INPUT MATERIAL START
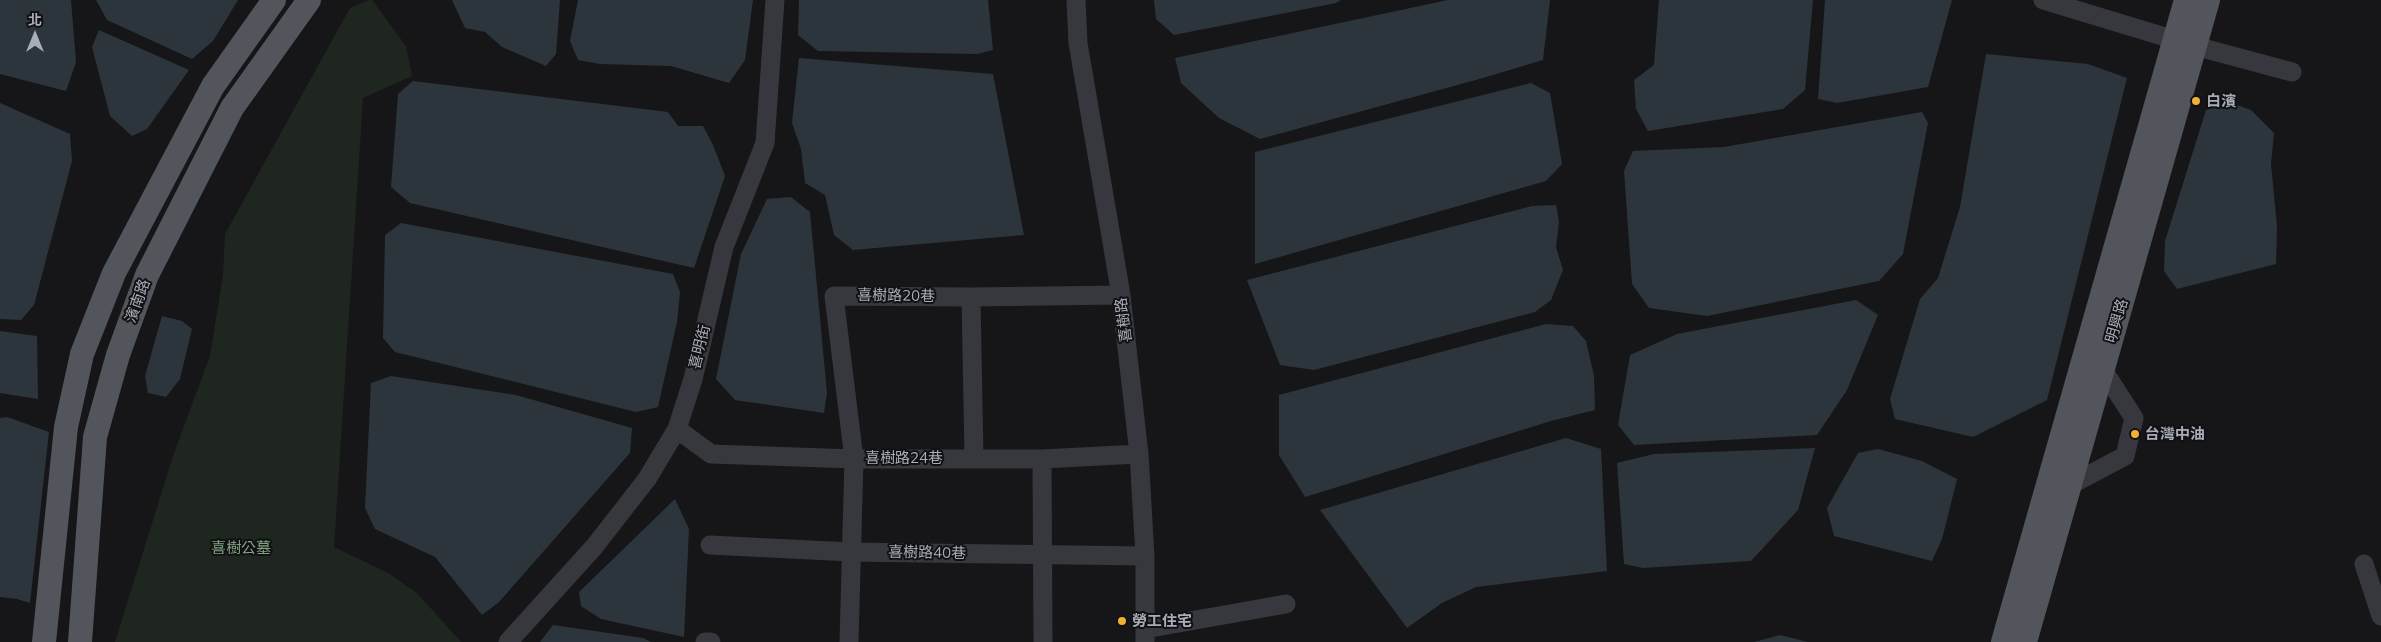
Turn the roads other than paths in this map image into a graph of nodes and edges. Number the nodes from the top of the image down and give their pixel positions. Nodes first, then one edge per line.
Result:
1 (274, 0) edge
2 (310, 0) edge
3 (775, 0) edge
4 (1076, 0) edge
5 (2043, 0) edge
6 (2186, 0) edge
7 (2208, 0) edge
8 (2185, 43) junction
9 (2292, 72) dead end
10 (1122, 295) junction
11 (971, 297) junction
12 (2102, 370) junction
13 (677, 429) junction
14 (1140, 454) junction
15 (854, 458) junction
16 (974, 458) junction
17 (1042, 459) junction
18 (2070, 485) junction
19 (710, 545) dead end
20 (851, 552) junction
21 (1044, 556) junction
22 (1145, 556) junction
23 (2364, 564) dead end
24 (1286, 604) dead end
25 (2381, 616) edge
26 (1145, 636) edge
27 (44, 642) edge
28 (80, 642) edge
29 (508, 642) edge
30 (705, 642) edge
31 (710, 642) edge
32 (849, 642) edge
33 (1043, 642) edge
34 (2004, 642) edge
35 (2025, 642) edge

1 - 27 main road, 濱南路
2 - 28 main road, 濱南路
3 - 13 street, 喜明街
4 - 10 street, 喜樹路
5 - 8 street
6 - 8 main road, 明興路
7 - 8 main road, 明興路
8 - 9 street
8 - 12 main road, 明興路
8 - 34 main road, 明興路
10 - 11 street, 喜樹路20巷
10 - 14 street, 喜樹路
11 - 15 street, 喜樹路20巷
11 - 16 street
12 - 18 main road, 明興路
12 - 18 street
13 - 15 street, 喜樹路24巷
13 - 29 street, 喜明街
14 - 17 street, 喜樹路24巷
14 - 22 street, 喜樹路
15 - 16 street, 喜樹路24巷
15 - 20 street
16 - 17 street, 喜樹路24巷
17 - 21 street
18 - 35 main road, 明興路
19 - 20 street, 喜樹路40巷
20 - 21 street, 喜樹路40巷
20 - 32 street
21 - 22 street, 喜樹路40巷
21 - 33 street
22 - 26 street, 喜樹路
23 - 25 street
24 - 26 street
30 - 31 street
INPUT MATERIAL END
INPUT MATERIAL START
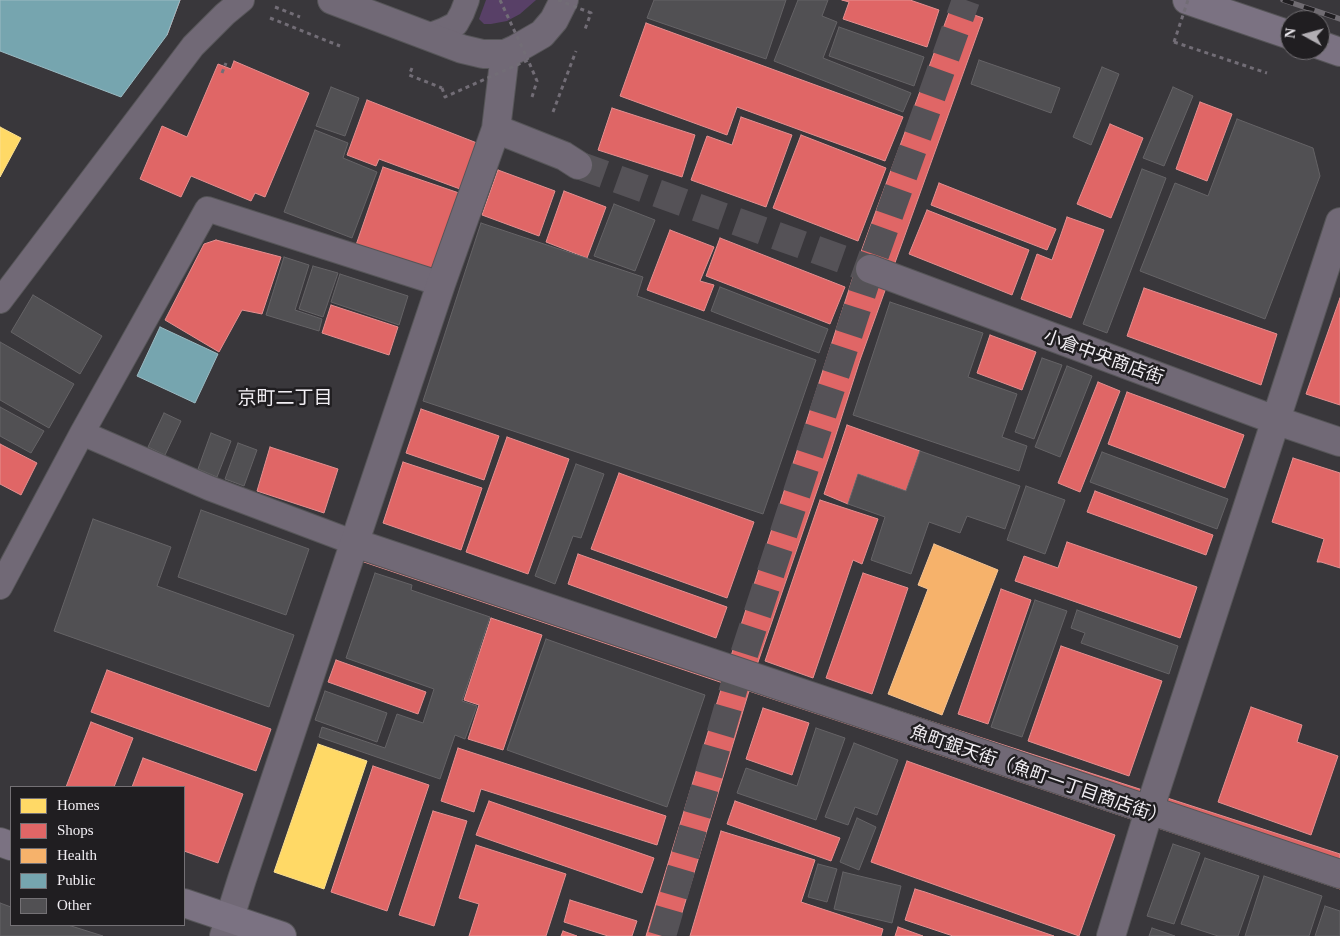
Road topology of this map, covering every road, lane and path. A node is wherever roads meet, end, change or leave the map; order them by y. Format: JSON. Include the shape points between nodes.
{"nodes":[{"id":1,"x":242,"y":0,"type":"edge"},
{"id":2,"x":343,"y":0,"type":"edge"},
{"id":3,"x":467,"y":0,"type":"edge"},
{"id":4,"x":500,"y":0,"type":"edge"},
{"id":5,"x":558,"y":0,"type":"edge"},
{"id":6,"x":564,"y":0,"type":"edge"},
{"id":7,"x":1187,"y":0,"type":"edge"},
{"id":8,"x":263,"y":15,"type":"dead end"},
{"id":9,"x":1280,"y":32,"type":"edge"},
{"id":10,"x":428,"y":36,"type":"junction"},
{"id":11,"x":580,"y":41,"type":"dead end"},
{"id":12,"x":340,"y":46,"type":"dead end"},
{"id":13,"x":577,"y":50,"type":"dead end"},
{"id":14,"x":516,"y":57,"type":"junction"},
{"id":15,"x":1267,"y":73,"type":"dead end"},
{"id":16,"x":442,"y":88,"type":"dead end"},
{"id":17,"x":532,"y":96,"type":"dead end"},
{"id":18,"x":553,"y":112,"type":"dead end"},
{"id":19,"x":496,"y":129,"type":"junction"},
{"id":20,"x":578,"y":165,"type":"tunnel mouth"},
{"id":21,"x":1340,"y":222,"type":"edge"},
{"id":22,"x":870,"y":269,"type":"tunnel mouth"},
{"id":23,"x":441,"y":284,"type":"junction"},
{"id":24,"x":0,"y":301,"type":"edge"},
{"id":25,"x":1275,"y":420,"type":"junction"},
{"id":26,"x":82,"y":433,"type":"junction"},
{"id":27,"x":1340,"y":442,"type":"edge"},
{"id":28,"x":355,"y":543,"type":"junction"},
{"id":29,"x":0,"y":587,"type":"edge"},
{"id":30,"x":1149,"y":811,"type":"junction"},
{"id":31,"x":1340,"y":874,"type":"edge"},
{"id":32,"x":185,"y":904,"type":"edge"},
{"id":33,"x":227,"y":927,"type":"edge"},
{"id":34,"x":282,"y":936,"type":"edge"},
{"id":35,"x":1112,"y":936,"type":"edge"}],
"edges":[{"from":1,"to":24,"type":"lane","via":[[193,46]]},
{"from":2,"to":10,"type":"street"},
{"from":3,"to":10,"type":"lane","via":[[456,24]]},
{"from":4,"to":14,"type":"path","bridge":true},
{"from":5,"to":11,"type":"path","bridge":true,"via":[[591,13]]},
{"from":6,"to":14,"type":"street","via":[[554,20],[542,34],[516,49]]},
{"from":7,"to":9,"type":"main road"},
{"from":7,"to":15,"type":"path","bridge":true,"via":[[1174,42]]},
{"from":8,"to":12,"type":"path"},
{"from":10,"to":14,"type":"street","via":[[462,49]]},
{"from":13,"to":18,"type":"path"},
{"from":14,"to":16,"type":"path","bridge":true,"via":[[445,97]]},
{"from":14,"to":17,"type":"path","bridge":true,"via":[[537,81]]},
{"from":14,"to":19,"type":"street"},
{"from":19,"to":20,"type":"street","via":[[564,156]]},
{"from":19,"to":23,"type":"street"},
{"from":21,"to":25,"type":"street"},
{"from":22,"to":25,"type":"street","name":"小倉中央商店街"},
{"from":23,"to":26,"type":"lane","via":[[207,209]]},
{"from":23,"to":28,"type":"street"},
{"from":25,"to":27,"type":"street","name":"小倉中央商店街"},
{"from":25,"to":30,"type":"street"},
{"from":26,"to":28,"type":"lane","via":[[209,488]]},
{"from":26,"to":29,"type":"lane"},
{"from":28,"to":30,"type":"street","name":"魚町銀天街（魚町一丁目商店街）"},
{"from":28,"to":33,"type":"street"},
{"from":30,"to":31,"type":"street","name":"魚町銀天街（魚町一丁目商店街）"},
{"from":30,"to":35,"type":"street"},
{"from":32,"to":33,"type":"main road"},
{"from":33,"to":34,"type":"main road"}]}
INPUT MATERIAL END
INPUT MATERIAL START
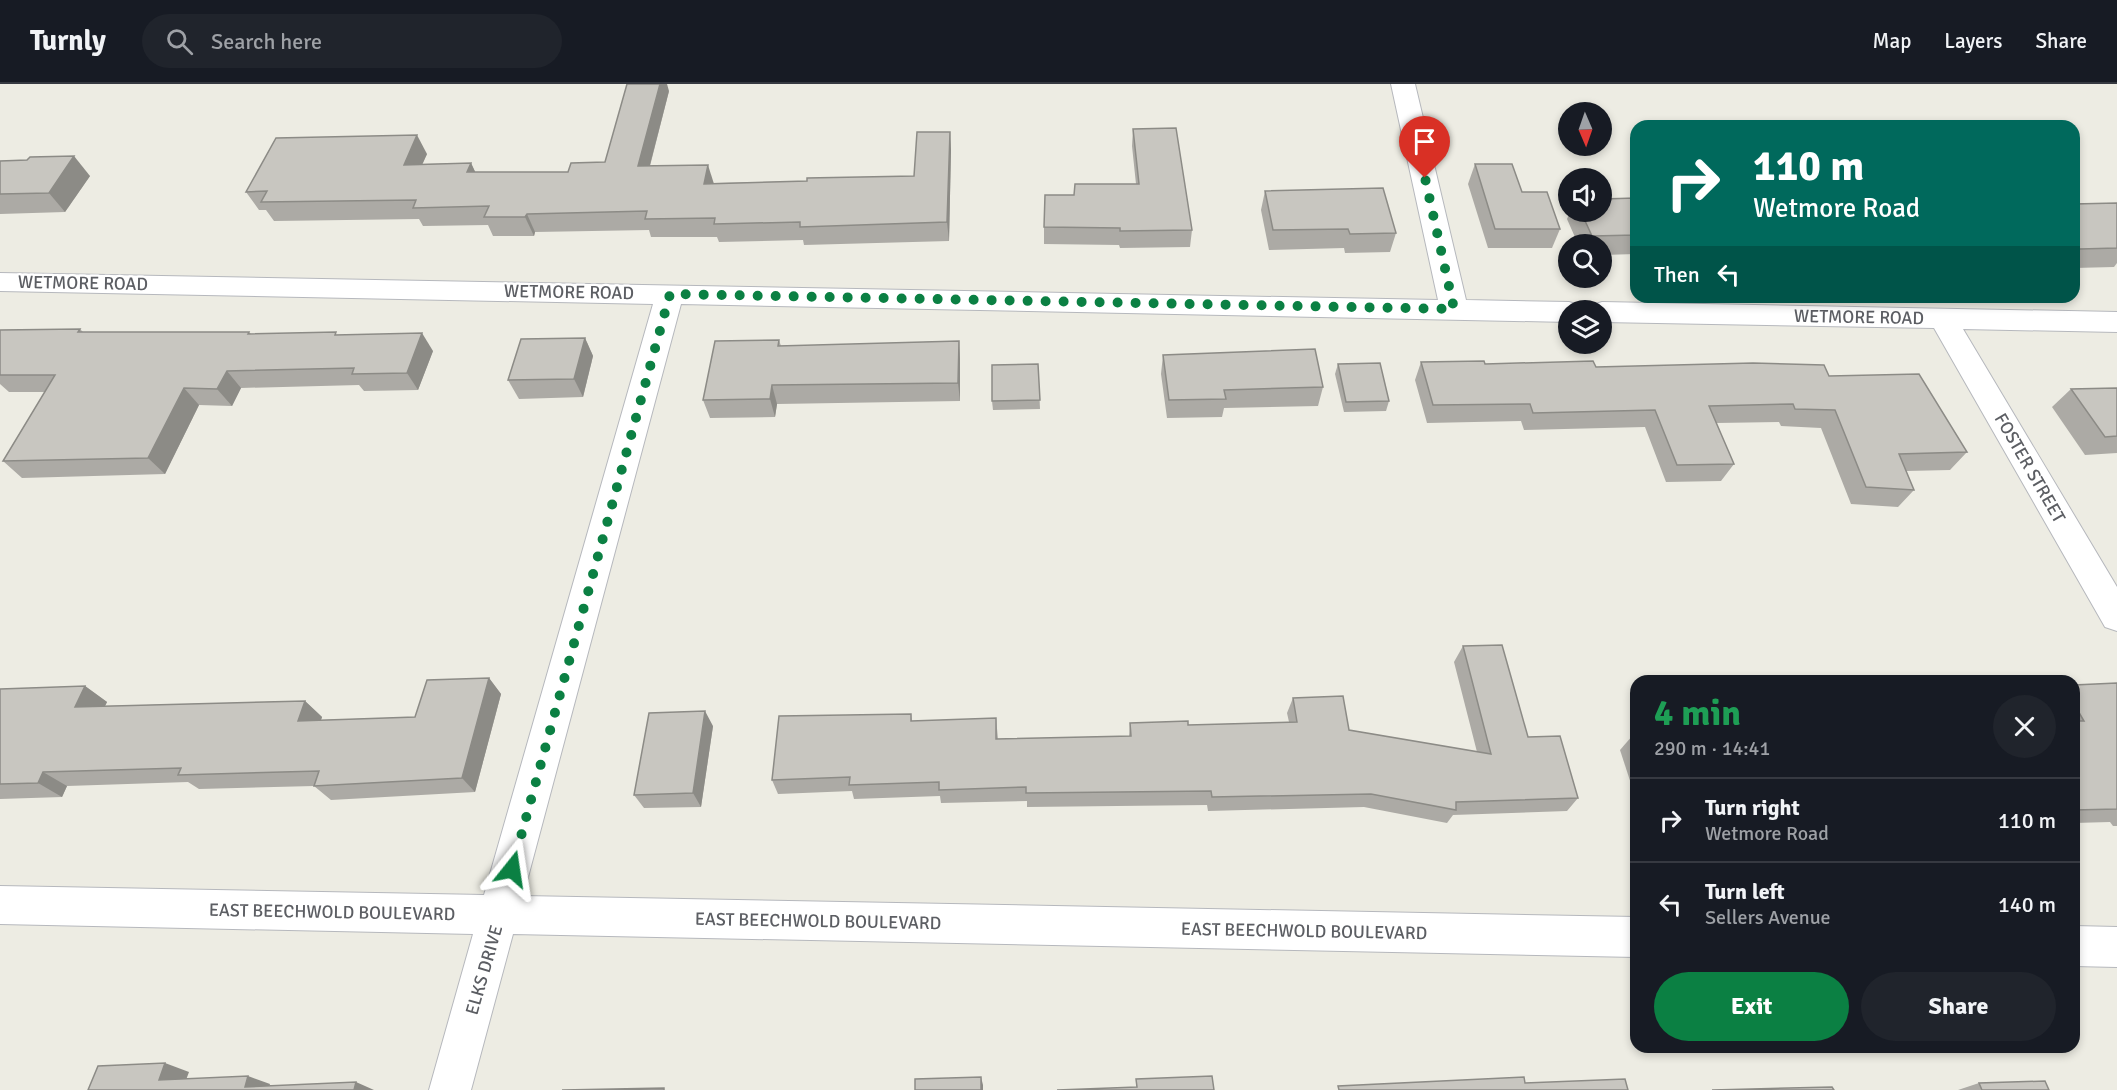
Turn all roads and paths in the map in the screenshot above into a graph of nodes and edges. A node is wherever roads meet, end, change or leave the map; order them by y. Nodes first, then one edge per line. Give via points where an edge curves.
INPUT MATERIAL END
## EXERCISE DIRECTIONS
In the lines above, spot each one that contains the word "graph" and copy it.

## TASK OUTPUT
Turn the roads other than paths in this map image into a graph of nodes and edges. Number the nodes from the top of the image down and give their pixel positions. Nodes first, then one edge per line.
Turn all roads and paths in the map in the screenshot above into a graph of nodes and edges. A node is wherever roads meet, end, change or leave the map; order them by y. Nodes first, then one edge per line. Give via points where an edge curves.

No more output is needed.